## Work order
Go through the data below. Pull out every line that has the word "Göbricher".

[Data for the task Boundary: Start]

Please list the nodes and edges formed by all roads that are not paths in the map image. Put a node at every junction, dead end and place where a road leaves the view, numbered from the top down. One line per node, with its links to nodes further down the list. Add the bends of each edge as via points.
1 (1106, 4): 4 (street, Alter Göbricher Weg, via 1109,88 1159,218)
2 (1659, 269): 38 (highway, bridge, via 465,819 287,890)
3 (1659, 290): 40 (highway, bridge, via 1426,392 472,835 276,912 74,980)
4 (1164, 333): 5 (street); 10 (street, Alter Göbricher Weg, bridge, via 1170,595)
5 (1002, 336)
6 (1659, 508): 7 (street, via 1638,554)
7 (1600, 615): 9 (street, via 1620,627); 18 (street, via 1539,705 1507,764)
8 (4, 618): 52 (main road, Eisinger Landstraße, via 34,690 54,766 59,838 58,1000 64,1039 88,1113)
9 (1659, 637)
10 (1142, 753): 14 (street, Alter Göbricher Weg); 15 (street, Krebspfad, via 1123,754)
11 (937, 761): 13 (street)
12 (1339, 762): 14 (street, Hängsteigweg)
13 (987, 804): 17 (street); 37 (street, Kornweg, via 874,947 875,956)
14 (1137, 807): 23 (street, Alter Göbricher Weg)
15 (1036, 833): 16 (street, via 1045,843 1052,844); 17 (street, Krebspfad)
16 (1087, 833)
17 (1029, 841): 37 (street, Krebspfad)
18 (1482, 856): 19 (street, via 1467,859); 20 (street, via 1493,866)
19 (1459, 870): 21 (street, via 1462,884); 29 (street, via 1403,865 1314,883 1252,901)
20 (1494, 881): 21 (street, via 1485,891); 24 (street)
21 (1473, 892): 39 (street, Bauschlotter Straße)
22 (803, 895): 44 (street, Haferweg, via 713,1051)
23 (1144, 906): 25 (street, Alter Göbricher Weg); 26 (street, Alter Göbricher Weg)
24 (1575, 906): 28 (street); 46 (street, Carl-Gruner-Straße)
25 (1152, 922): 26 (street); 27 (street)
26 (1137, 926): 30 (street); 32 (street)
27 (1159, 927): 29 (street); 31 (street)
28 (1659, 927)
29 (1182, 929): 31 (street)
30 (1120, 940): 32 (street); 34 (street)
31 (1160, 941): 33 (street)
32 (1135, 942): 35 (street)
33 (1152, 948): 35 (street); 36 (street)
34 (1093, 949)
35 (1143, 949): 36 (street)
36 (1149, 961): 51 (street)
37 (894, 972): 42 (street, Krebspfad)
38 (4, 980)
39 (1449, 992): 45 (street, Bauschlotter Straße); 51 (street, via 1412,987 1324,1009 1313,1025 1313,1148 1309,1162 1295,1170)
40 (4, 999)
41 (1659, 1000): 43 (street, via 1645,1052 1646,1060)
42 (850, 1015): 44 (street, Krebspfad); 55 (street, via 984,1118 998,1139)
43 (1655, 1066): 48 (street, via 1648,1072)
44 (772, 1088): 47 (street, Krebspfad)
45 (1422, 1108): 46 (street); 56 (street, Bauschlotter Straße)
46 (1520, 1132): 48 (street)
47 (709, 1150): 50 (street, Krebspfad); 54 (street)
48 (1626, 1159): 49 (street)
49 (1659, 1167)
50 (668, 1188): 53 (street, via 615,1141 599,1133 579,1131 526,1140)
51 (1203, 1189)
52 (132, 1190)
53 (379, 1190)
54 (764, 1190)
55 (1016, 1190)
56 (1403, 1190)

[Data for the task Boundary: End]

## Answer for this exercise
1 (1106, 4): 4 (street, Alter Göbricher Weg, via 1109,88 1159,218)
4 (1164, 333): 5 (street); 10 (street, Alter Göbricher Weg, bridge, via 1170,595)
10 (1142, 753): 14 (street, Alter Göbricher Weg); 15 (street, Krebspfad, via 1123,754)
14 (1137, 807): 23 (street, Alter Göbricher Weg)
23 (1144, 906): 25 (street, Alter Göbricher Weg); 26 (street, Alter Göbricher Weg)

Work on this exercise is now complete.